This hurricane season, I urge all Floridians to take the time to make sure that their families and businesses are prepared for a storm. Throughout my eight years as Governor and now as your United States Senator, I have seen firsthand the destruction left behind by multiple devastating hurricanes – Idalia, Fiona, Ian, Michael, Irma, Hermine, and Matthew. If there is one thing I learned, it’s that Florida is resilient. Our state and local communities come together in times of need and work incredibly hard to recover from these storms.

Florida is resilient because we prepare for storms. I cannot stress this enough: preparedness saves lives. 

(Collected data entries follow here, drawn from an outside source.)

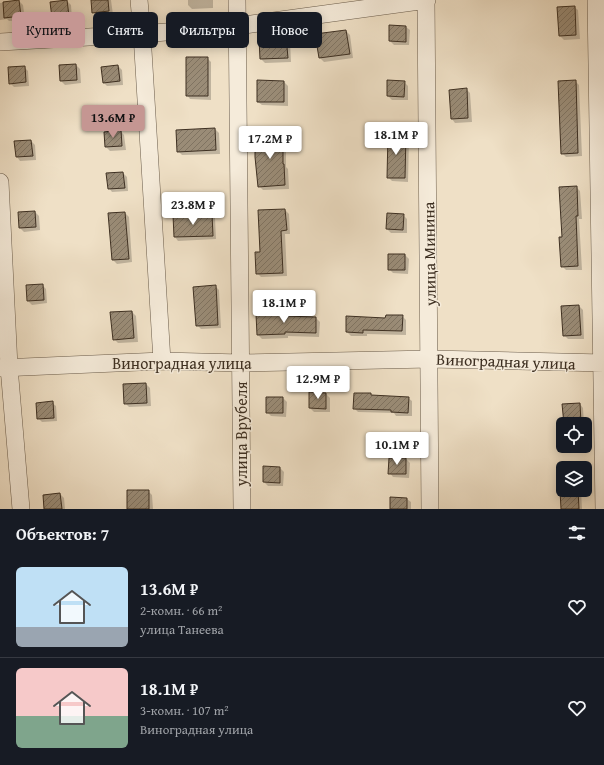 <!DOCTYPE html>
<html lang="ru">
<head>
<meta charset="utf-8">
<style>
  :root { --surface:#171b24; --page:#242831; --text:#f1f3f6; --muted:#9ea1a6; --line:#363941; --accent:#c59692 }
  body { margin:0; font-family:"Gentium Book Plus",serif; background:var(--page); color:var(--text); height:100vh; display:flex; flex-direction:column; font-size:15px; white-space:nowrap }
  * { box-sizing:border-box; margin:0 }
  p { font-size:13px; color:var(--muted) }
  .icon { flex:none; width:22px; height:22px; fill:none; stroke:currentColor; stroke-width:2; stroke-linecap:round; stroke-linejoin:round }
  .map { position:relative; height:509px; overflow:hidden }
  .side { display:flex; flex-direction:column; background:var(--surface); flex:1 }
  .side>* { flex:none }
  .top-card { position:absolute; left:12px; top:12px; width:400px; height:36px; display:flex; gap:8px }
  .tools { position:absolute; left:556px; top:417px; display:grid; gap:8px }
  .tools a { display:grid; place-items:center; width:36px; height:36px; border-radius:6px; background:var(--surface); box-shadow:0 2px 10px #0003; font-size:20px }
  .price { position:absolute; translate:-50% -34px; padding:0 9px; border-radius:4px; background:#fff; color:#222; font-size:13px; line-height:26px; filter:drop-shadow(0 1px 2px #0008) }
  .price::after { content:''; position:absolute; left:50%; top:24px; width:12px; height:9px; margin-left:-6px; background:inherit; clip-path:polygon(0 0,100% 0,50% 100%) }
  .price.active { background:var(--accent); color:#111 }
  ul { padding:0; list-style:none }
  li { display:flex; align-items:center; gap:12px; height:100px; padding:0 16px }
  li+li { border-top:1px solid var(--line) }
  li span { display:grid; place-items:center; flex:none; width:112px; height:80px; border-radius:6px; color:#555 }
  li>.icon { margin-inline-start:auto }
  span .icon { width:48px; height:48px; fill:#fffc; stroke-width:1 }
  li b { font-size:17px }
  h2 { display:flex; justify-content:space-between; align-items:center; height:48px; padding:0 16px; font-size:17px }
  .tag { padding:0 14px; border-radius:6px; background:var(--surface); box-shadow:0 2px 10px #0003; font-size:14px; line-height:36px }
  .tag.active { background:var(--accent); color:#111 }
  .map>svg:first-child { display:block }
  .shadow { fill:#0003 }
  .building { fill:url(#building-hatch); stroke:#3e3022 }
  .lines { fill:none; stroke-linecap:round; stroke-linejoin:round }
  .minor-casing { stroke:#6a5c4b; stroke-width:18 }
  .minor { stroke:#f5ebda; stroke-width:17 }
  .labels { text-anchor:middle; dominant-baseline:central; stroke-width:3; stroke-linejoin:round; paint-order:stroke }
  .street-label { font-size:16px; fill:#3e3022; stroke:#f5ebda }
</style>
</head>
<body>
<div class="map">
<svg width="604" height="509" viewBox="0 0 604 509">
  <defs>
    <pattern id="building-hatch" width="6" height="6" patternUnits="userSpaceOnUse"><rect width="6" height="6" fill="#9a8c77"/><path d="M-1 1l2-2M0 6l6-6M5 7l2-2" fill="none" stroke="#7f7361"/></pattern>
  </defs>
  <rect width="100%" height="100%" fill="#efe0c6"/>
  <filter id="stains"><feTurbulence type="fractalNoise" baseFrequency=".005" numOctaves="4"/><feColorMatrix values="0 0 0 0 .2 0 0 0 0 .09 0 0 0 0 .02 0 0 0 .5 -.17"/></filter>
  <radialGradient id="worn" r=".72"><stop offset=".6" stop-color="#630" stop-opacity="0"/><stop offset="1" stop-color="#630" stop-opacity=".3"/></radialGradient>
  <path class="shadow" d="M92 0H111L113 15 97 16 93 12Z
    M188 0H213V8L192 9 188 5Z
    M19 1 23 5 25 20 9 21 7 19 0 20V3Z
    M67 1 71 5 72 20 57 21 53 18Z
    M574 7 578 10 580 39 564 40 560 36Z
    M406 27 410 30 409 45H394L390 41Z
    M346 31 350 35 353 58 324 62 320 58Z
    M286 37 290 41 291 62 265 63 261 59Z
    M207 58 211 62V100L190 99 187 95Z
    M76 65 80 69 81 83 65 85 61 81Z
    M118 66 122 70 123 85 107 86 103 82Z
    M24 67 28 71 29 86 14 87 10 83Z
    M388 81 404 82 408 86V100H392L388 96Z
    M575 81 579 85 582 156 566 157 562 153Z
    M284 82 288 86V106L262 105 258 102Z
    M466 89 470 93 472 122 455 123 452 119Z
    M215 129 219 133 220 154 182 155 178 151Z
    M120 131 124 135 126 150 110 151 106 147 105 132Z
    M405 135 409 139 408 182 392 181 388 177Z
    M282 136 286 140V167L288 169 289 189 263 190 259 186Z
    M31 141 35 145 36 160 20 161 17 157Z
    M123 173 127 177 128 191 112 192 109 188Z
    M576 187 580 191 582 219H579L582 270H566L562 266 563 238Z
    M285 210 289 214 290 234H285L287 276 261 277 257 273 261 253Z
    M35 212 39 216 40 230 24 232 20 228Z
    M125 213 129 217 132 262 117 264 113 260Z
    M211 215 215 218 216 239 178 241 175 237Z
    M403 215 407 219V233H391L387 229Z
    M405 255 409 259 408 274 393 273 389 269Z
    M42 285 46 289 47 303 32 305 28 301Z
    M215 286 219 290 221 328 201 329 197 325Z
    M579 306 583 310 584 339H568L564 335Z
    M132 312 136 316 138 342 118 343 114 339Z
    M283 313 287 317 316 318 320 322 319 337 288 336V338L262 339 258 335 257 315Z
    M402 316 406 320V335L367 334V336H351L347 332 386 319Z
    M146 384 150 388 151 406 129 407 125 403Z
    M310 393 326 394 330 398V412H314L310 408Z
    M372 396 408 398 412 401V416H396L394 413 358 412 354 408Z
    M283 398 287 402 286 417 271 416 267 412Z
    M52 403 56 406 57 421 42 422 38 418Z
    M580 404 583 408 584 424H565Z
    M406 459 410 463 409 478 393 477 390 473Z
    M280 468 284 472 283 486H268L264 482Z
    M561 481H563V490H581L582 509H562Z
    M148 491 152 495 153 509H128Z
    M60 494 64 498 65 509H45Z
    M407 499 411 502V509H391Z"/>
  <path class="building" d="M19 0 21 16 4 18 3 2Z
    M67 0 69 16 52 18 50 2Z
    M91 0H108L109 11 92 13Z
    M575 6 576 35 559 36 557 7Z
    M389 25 406 26V42L389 41Z
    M346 30 350 54 319 58 315 34Z
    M286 36 288 58 260 59 259 38Z
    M186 57H208V96H186Z
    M76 64 77 80 60 81 59 65Z
    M118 65 120 81 103 83 101 67Z
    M25 66 26 82 9 84 8 67Z
    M257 80 284 81V102H257Z
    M387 80 405 81 404 97 387 96Z
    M576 80 578 153 561 154 558 81Z
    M467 88 468 118 451 119 449 90Z
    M215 128 216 150 177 152 176 130Z
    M121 130 122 146 105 147 104 132Z
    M388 134H406L405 178H387Z
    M255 135H283V164H284L285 185 258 187 255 157Z
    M31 140 33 156 16 157 14 141Z
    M123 172 125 188 108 189 106 173Z
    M577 186 578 216H576L578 266 561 267 559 237H562L559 187Z
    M285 209 287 230 281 231 283 273 256 274 255 252H260L258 210Z
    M35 211 36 227 19 228 18 212Z
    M125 212 129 259 112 260 108 213Z
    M387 213 404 214 403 230 386 229Z
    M212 214 213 236 174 237 173 215Z
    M388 254H405V270H388Z
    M43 284 44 300 27 301 26 285Z
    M216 285 218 325 196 326 193 287Z
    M579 305 581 335 563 336 561 306Z
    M132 311 134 338 113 340 110 312Z
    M284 312V316L316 317V333L285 332V334L257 335 256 314Z
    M386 315H403L402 331 363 330V333L346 332V316L385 318Z
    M146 383 147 403 124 404 123 384Z
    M309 392 326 393V409L309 408Z
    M354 393H371V395L409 397 408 413 391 412V410L353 409Z
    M266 397H283V413H266Z
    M53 401 54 418 37 419 36 403Z
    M580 403 581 424H564L562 404Z
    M389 458H406V474H388Z
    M263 466 280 467V483L263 482Z
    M127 490H149V509H127Z
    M560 490H578L579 509H561Z
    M60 493 62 509H44L43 495Z
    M390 497 407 498V509H390Z"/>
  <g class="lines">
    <g class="minor-casing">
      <path id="minor" d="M139 0 142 34 162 361
        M237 0 242 509
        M426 0 430 509
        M596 0 604 509
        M0 42 142 34 237 26 427 0
        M0 182 9 367 21 509
        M0 368 162 361 241 363 430 359 604 363"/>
    </g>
    <use href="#minor" class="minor"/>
  </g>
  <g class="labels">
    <g class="street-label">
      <text transform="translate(429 254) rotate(-91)">улица Минина</text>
      <text transform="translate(506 361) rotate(2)">Виноградная улица</text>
      <text x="182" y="363">Виноградная улица</text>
      <text transform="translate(241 434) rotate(-90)">улица Врубеля</text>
    </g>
  </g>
  <rect width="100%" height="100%" filter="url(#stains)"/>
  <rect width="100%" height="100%" fill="url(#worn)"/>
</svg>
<div class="tools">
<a><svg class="icon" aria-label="locate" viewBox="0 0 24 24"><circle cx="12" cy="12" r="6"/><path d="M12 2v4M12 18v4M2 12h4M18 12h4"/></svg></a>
<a><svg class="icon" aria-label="layers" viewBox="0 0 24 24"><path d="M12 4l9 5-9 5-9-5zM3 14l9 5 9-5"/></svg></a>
</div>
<b class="price active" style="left:113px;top:139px">13.6M ₽</b>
<b class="price" style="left:396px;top:156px">18.1M ₽</b>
<b class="price" style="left:270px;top:160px">17.2M ₽</b>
<b class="price" style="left:193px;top:226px">23.8M ₽</b>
<b class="price" style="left:284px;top:324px">18.1M ₽</b>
<b class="price" style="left:318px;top:400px">12.9M ₽</b>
<b class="price" style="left:397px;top:466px">10.1M ₽</b>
<div class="top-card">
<a class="tag active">Купить</a>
<a class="tag">Снять</a>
<a class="tag">Фильтры</a>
<a class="tag">Новое</a>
</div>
</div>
<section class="side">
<h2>Объектов: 7<svg class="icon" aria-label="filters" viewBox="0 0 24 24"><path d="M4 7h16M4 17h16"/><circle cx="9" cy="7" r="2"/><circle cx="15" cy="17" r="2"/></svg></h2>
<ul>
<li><span style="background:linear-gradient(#bfe0f5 75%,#9aa5b1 0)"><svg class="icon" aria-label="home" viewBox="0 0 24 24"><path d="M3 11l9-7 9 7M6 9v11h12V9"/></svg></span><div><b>13.6M ₽</b><p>2-комн. · 66 m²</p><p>улица Танеева</p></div><svg class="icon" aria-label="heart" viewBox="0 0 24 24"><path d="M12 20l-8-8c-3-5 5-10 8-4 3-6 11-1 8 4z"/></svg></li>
<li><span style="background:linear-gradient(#f6c9c9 60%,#7fa58c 0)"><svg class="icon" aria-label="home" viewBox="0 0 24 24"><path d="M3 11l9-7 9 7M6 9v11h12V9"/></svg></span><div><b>18.1M ₽</b><p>3-комн. · 107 m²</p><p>Виноградная улица</p></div><svg class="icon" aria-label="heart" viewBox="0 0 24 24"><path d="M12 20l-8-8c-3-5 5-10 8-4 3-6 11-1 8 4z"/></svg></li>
</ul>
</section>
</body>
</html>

Here are a few tips to help you prepare your family and business for this upcoming season:

Before a storm

  • Prepare an evacuation plan & make sure everyone in your home knows the plan.
  • Stock up on emergency supplies, including:
    • Water – You will need water for drinking, cooking and sanitation purposes. Pack a minimum of 1 gallon daily per person for 7 days
    • Food – You will need enough food for a minimum of 7 days:
      • Non-perishable packaged or canned food and juices
        • Manual can opener
      • Foods for individuals with dietary restrictions (i.e. infants, elderly, etc.)
      • Snack foods
      • Cooking tools and fuel
      • Paper plates and plastic utensils
    • Flashlight and Extra Batteries
    • Pillows, Blankets and/or Sleeping Bags
    • Clothing – Include a complete change of clothes suitable for your area's climate. Be sure to include sturdy shoes to protect you from debris or other sharp objects you may encounter outdoors post-storm
    • First Aid Kit, Prescription Medication and Other Medicines
    • Radio – Battery operated and NOAA weather radio
    • Toiletries
    • Cleaning Supplies – Include garbage bags, moisture wipes and other items you may need to sanitize your home or surrounding post-disaster
    • Special Items – Assess all family members needs. Consider other items needed for infants, elderly and individuals with access and functional needs (i.e. medical items, baby bottles, etc.)
    • Cash – Banks and ATMs may not be open or available for extended periods following a disaster
    • Toys, Books and Games
    • Important Documents – Consider storing all critical documents in a waterproof container, as well as saving them electronically. These items can include, but are not limited to, insurance, medical records, bank account numbers, Social Security card, etc.
    • Tools
    • Pet Care Items
      • Proper identification/ immunization records
      • Ample supply of food and water
      • Carrier or cage
      • Medications
      • Muzzle and leash
      • Photo of you and your pet(s) – in the event that you are separated from your pet, having an updated photo with your pet will help validate pet ownership
  • If you have been told to evacuate, EVACUATE. Don’t stay behind. We can rebuild a home, but we can’t rebuild a life.

During a storm

  • Follow instructions from local law enforcement and emergency management officials.
  • Stay away from windows and seek shelter.

After a storm

  • If you were advised to evacuate, do not return home until it is safe to do so.
  • Be mindful of debris and down power lines.
  • Do not drive or walk around outside if you do not have to.